When I arrived back in Tulsa in the fall of two-thousand and eight, after attempting to teach english in South Korea, I was itching to escape. I felt like I was going in reverse, and conjured up numerous ways in my head to get out before it was too late. I had to move out of my lovely old house a few months after returning, and I didn't really have anywhere concrete to go. It was around the holidays; My friend Chris took me in for a few weeks, and I stayed on another friend's couch when she left to visit her boyfriend's family for Christmas. And then, sometime shortly after Christmas, I moved into the house of my late great grandmother. I had my own room, and shower, and also, two jobs. I was baking and working at a coffee shop, two of the most early morning jobs one could come up with. It was a rather unenjoyable combination, leaving me quite exhausted. I began to crave a space of my own, somewhere marked by simplicity and ease, and I found a nice little space in a nice old neighborhood that proved to be just that.
The price tag I thought I could do. The lease was the more uncomfortable option for me to reason through. I would have to stay a year, they said. This means twelve months in a row in the same place. I looked around at the little kitchen with black and white floors, fixing my eyes on the spotty red-orange paint job attempting to cover the walls, and the notion of fleeing...Fled. The lease was a piece of cake to sign, and this over thinker of most everything capable of being thought of didn't have to think much about signing the line at all. In the back of my foggy brain, somewhere, I knew this year in this place, both the concrete former garage floors covered with carpet, and the city known as Tulsa, would be vital for years to come.

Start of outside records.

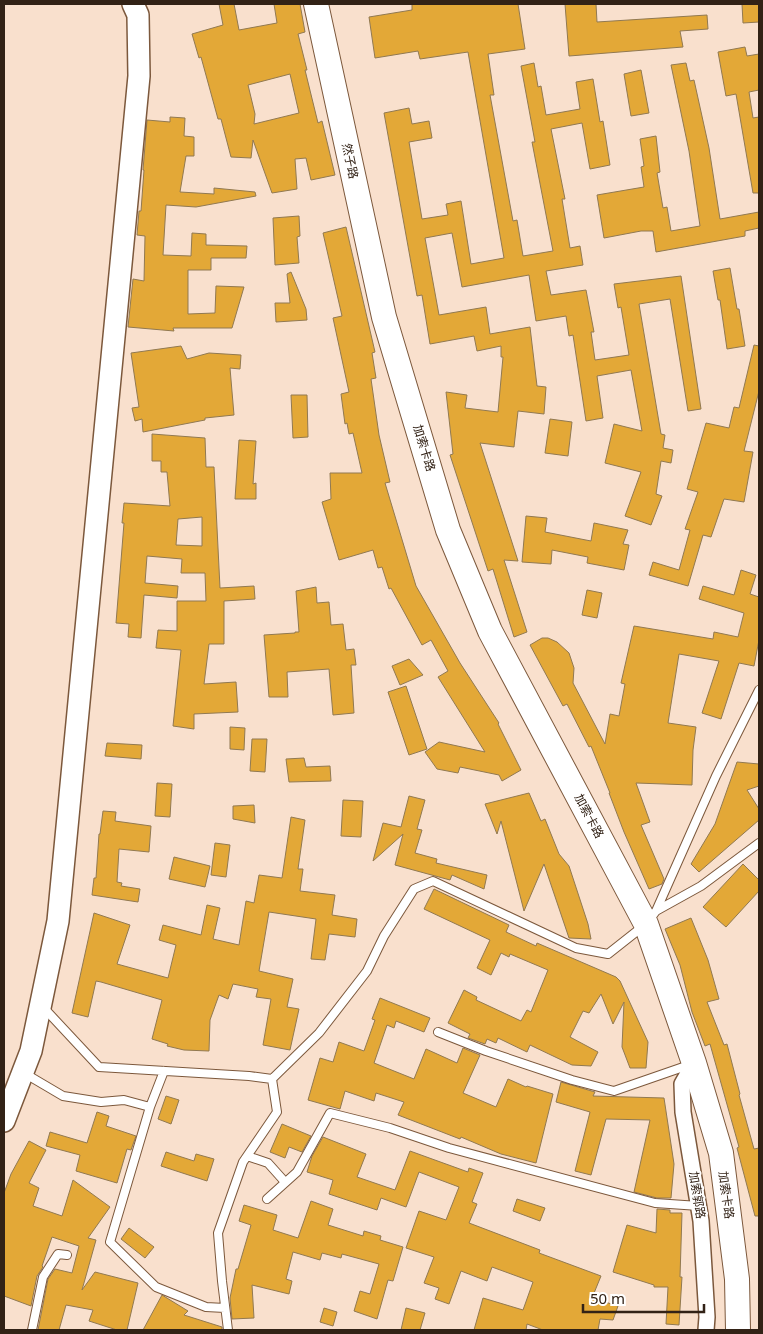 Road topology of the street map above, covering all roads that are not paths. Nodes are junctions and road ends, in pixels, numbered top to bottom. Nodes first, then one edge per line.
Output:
1 (133, 4) edge
2 (316, 4) edge
3 (384, 317) joint
4 (759, 690) edge
5 (759, 843) edge
6 (651, 917) junction
7 (41, 1004) junction
8 (438, 1032) dead end
9 (694, 1063) junction
10 (164, 1071) junction
11 (23, 1072) junction
12 (272, 1079) junction
13 (150, 1108) junction
14 (4, 1121) edge
15 (247, 1156) junction
16 (285, 1182) junction
17 (267, 1199) dead end
18 (699, 1206) junction
19 (67, 1255) dead end
20 (225, 1308) junction
21 (32, 1330) edge
22 (228, 1330) edge
23 (706, 1330) edge
24 (738, 1330) edge

1 - 7 street
2 - 3 main road, 然子路
3 - 6 main road, 加索卡路
4 - 6 lane
5 - 6 lane
6 - 9 main road, 加索卡路
6 - 12 lane
7 - 10 lane
7 - 11 street
8 - 9 lane
9 - 18 street, 加索郭路
9 - 24 main road, 加索卡路
10 - 12 lane
10 - 13 lane
11 - 13 lane
11 - 14 street
12 - 15 lane
13 - 20 lane
15 - 16 lane
15 - 20 lane
16 - 17 lane
16 - 18 lane
18 - 23 street, 加索郭路
19 - 21 lane
20 - 22 lane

And so, once again, I summoned my father, his truck and trailer, and made the little space something of an oasis, all my own, and began to feel excitement about the coming year.
The excitement was valid; It was truly a great year. My cup overflowed. And that's what I was leaving behind when I came to this place. A year of growth, confidence, encouragement, companionship...Life was plush.
The thing about places like that is that they change, whether you leave or stay. Friends that added to the wonderful canvas will move, marry, and make changes of their own. I wasn't tempted by the goodness of my year to stay; But rather, I was tempted to believe more in myself, and my ability to find goodness wherever I chose to roam.
So that's what I did. Packing up my little apartment was the first leg of letting go. I put things in boxes, gave stuff away, brought in reinforcement to leave it as clean as could be, and then I cried, after handing over the key. I drove to my new little temporary home in the basement of a house, with boxes piled in the back seat, and I just let the tears fall. I followed the tears with work, and distracted myself with tasks. My walls turned mango madness, and I turned my sights to what was in front of me, which wouldn't be for much longer. All of this gave more weight to my beliefs; My thoughts about life and about what we can do with it became only stronger.
And then I left in a frenzy, jumbled it up with "a run into my future", and plopped myself into the foreign, and got all clammy. Really! Clammy! If I was an animal when I left, I'd maybe have been a zebra...Something confident and valiant, odd and okay with it. Somehow I transformed myself into a clam! Sheepish, anxious, and inadequate. Who is this person I am waking up to in the mornings?! I don't recognize her! AAAaaaaa! What is happening here?
So what I didn't realize is that not everything transfers, like those blasted credits and classes you have to RETAKE when you switch universities. YOU'VE already taken them, with the SAME book. "Sorry," the dean says. "They didn't transfer." "What do you mean they didn't transfer?! I've already learned this stuff." "You learned it somewhere else. Now you have to learn it here."
So that's what I am doing now. I am retaking confidence 101, philosophy, and style, and a great course about relearning the art of solitude. I have managed to fall in love with the white chair in the corner of my room, which is my newly adopted oasis, and today, I wore my yellow tights. I signed up for a wine class that starts in September, so I will be adding a few new lessons too. I am also, frankly teaching myself how to eat again. Luckily the coffee credit transferred seamlessly, as is evidenced by the empty macchiato cup to my right.
2 comments:
you are a beautiful writer!
i happened upon your blog through allison's & am glad i did.
each of your august posts are creatively written, insightful and pique my interest to know your story - you know, the obvious story - the box that we try hard to not get put in but that gives random strangers some kind of simplistic handle on us... i'll be drilling allison on that.
there will now be one more random stranger reading your writings. thought you might like to know. :-)
well, kate, your words nearly made tears well in my eyes. glad you found me, glad you're reading...and even more glad that you're reading and enjoying! Thank you for sharing your readership with me...it means a whole lot. a bunch. an enormous amount. all of those things.